Your goal — The answer should be each line of the records that contains the word "paths"; please copy them all.
____
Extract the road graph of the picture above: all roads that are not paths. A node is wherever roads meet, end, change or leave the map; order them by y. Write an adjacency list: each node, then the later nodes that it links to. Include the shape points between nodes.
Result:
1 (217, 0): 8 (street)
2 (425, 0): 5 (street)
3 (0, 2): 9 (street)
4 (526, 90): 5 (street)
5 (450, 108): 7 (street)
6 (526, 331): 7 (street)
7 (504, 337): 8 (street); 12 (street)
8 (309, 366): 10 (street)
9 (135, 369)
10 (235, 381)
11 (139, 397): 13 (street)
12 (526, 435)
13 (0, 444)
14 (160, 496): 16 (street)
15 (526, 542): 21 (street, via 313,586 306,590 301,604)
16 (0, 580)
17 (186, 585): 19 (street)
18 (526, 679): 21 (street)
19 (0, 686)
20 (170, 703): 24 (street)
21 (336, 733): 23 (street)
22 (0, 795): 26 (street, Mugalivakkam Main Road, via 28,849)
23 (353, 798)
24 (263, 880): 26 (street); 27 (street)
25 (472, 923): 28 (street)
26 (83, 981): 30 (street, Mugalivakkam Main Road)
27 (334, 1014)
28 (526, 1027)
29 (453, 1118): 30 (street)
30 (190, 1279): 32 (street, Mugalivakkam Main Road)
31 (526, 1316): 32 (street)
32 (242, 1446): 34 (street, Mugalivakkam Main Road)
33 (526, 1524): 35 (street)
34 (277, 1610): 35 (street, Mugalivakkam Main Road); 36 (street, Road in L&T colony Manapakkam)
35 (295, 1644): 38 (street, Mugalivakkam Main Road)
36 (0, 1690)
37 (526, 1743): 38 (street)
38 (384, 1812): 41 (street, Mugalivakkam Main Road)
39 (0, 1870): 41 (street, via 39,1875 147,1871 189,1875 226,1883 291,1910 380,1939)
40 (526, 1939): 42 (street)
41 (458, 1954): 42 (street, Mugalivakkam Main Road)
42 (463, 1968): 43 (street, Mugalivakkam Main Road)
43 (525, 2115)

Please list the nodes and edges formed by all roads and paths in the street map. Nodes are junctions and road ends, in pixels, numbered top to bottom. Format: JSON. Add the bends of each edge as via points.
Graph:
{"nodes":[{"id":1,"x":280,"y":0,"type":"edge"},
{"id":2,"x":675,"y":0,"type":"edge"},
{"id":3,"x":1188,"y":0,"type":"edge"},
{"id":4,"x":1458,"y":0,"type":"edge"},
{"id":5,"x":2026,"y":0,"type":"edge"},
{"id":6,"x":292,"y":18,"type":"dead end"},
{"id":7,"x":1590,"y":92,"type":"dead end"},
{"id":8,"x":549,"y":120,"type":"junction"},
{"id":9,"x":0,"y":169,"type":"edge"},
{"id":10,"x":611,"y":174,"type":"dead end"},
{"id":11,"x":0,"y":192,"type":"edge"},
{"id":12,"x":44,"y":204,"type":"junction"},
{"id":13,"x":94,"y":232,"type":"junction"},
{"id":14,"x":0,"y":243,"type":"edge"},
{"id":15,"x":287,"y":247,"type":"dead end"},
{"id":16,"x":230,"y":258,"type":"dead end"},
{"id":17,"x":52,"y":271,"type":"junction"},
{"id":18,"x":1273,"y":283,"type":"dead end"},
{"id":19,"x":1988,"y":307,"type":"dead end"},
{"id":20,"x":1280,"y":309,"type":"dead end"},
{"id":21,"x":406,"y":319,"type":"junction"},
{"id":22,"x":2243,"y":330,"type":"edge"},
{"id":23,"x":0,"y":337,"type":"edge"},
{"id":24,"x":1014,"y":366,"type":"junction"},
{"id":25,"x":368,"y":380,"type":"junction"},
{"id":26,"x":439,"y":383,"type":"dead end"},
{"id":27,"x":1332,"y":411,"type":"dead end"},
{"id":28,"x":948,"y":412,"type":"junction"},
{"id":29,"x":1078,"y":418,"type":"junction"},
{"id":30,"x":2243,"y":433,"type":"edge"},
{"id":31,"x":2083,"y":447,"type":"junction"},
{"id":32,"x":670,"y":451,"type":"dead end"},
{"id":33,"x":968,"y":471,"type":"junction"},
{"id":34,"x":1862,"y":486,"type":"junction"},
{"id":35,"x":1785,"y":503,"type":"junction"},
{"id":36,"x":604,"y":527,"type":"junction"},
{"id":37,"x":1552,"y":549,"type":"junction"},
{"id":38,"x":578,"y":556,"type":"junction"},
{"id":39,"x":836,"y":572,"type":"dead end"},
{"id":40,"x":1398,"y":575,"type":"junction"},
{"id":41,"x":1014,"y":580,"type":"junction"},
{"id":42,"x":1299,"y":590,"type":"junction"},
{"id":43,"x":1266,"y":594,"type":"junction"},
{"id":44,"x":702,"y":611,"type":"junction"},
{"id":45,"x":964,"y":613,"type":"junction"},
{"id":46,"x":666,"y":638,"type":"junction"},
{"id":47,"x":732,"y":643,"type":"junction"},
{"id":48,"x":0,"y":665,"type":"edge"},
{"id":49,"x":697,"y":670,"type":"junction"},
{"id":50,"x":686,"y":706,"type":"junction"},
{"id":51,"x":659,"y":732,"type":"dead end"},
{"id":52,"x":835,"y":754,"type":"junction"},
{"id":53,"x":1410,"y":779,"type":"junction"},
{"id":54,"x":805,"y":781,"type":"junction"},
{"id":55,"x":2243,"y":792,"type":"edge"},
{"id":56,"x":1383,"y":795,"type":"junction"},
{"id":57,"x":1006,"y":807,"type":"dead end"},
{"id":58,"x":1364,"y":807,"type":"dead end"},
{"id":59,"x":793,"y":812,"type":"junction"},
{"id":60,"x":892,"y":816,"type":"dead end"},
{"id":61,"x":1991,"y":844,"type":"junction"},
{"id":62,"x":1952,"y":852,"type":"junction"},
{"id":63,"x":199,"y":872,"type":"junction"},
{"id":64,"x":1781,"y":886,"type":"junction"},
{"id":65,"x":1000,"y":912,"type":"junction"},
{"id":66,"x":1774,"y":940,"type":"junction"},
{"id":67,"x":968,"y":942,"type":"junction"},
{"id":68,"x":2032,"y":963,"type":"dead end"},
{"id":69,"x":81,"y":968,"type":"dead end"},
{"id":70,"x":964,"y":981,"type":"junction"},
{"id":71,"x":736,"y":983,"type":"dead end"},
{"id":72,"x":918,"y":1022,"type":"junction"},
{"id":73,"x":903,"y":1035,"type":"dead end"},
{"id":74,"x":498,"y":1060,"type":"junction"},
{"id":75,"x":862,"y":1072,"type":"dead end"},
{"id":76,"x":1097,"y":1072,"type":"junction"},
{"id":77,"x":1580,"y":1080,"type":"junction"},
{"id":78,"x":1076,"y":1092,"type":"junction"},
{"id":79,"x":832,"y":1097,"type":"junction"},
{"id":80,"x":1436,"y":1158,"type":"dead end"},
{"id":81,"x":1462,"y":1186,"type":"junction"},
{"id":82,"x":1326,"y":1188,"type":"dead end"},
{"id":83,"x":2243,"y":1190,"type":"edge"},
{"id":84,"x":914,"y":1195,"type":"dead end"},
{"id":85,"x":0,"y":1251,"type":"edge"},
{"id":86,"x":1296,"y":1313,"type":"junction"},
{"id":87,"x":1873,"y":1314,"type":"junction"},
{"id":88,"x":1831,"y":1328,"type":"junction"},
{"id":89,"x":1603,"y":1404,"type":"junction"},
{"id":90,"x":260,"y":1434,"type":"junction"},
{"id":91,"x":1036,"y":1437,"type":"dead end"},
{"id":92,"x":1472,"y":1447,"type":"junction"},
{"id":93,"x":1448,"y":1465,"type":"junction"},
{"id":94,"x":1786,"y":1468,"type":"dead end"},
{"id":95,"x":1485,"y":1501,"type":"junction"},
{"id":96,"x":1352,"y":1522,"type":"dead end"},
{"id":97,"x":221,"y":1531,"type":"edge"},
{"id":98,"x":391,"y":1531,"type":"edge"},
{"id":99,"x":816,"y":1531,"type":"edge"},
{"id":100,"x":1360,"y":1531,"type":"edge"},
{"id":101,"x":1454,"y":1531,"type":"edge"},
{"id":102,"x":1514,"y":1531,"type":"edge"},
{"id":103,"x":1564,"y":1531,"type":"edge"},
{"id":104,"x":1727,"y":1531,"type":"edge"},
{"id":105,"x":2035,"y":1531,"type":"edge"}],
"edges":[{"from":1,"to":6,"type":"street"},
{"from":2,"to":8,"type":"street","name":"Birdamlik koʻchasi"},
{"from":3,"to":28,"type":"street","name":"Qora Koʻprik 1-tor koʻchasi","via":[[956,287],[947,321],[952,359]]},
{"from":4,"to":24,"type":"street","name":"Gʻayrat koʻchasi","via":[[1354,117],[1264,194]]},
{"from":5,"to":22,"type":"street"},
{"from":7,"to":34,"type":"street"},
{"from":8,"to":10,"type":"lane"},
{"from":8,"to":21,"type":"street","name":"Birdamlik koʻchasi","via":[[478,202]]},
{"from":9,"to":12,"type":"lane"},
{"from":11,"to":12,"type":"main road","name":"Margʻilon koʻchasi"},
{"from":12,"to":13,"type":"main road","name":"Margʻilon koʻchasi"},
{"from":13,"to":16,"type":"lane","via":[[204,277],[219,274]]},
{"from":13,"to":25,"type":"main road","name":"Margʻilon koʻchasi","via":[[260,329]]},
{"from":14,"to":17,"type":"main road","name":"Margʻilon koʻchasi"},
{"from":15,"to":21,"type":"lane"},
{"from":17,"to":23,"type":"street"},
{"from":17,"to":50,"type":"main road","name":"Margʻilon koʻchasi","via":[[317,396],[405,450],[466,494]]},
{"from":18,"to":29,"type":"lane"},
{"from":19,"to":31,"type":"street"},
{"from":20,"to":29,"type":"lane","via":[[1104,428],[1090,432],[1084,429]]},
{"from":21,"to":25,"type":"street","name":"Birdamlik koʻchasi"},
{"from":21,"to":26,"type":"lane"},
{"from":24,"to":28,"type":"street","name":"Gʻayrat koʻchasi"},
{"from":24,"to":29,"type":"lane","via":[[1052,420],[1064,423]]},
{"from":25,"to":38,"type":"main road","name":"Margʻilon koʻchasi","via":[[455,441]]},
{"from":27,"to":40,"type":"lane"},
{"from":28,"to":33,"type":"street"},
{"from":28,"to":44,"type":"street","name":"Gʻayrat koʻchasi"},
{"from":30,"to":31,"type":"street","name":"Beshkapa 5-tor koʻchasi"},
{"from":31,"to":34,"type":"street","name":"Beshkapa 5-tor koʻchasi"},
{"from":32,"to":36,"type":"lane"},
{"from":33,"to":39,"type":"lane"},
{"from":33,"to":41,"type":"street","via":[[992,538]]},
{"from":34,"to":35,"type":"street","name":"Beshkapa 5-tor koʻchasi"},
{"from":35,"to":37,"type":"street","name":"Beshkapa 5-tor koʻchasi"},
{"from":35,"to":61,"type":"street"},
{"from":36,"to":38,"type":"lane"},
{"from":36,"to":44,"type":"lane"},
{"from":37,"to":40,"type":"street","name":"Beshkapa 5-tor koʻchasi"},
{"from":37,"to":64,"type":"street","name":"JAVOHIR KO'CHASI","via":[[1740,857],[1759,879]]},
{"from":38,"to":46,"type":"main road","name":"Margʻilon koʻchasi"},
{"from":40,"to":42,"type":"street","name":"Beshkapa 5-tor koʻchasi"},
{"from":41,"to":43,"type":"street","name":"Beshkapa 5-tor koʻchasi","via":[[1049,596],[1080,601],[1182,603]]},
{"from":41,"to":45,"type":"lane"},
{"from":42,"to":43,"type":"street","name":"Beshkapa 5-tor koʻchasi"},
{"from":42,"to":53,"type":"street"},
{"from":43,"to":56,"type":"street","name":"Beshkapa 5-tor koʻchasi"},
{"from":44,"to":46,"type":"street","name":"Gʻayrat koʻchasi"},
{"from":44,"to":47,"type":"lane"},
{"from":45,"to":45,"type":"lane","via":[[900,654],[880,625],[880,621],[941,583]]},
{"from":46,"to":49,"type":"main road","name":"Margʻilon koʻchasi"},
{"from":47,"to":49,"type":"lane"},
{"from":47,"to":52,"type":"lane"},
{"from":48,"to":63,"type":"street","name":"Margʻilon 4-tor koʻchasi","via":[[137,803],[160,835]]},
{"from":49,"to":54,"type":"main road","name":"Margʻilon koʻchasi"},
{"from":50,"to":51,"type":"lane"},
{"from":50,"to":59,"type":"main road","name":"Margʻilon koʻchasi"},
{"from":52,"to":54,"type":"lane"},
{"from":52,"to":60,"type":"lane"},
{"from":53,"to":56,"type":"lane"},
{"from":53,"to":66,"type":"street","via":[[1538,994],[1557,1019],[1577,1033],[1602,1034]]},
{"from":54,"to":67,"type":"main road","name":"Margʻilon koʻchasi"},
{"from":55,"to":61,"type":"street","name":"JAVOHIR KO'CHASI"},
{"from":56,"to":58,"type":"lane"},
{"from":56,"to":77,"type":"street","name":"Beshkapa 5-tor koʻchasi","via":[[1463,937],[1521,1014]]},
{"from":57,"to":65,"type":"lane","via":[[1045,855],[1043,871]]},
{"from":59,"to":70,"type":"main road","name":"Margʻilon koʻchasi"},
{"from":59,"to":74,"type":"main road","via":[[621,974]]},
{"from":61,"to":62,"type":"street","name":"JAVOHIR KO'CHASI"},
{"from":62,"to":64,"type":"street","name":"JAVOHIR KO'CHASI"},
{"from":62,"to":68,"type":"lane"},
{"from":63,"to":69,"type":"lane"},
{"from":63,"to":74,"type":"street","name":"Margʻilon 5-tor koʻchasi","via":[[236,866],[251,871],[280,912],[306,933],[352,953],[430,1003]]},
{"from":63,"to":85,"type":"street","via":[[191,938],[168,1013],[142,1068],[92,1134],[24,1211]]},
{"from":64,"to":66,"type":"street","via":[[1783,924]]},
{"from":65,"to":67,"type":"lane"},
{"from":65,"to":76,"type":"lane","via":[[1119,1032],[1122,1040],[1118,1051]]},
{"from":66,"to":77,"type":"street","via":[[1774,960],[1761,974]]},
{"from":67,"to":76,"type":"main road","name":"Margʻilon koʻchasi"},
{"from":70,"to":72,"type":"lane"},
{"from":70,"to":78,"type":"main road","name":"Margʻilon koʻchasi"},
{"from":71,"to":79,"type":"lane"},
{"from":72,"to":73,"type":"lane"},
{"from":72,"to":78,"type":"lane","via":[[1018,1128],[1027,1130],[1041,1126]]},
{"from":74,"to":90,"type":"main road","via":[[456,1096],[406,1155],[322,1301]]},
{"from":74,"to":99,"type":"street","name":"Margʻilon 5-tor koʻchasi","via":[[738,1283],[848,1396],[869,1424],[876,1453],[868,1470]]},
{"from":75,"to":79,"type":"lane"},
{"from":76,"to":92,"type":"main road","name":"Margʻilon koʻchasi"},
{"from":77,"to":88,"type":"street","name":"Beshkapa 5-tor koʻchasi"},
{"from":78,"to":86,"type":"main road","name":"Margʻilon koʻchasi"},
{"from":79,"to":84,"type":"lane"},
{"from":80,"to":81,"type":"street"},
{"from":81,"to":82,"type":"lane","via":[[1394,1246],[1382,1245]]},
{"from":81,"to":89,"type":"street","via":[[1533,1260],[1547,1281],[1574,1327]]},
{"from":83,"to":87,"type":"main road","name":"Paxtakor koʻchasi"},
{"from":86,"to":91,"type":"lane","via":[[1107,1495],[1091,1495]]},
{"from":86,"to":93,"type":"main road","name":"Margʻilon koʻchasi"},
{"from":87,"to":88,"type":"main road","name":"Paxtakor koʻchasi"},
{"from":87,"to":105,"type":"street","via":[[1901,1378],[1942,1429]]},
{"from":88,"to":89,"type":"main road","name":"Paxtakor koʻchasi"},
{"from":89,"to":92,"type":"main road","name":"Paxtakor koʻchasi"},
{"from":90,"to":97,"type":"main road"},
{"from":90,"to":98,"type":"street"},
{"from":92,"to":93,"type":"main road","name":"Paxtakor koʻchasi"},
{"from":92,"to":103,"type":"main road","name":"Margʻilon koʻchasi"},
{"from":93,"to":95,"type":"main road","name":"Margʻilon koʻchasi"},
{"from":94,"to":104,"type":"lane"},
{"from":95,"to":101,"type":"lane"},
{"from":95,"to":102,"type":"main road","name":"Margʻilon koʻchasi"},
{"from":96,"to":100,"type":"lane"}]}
____
Result of the task —
Extract the road graph of the picture above: all roads that are not paths. A node is wherever roads meet, end, change or leave the map; order them by y. Write an adjacency list: each node, then the later nodes that it links to. Include the shape points between nodes.
Please list the nodes and edges formed by all roads and paths in the street map. Nodes are junctions and road ends, in pixels, numbered top to bottom. Format: JSON. Add the bends of each edge as via points.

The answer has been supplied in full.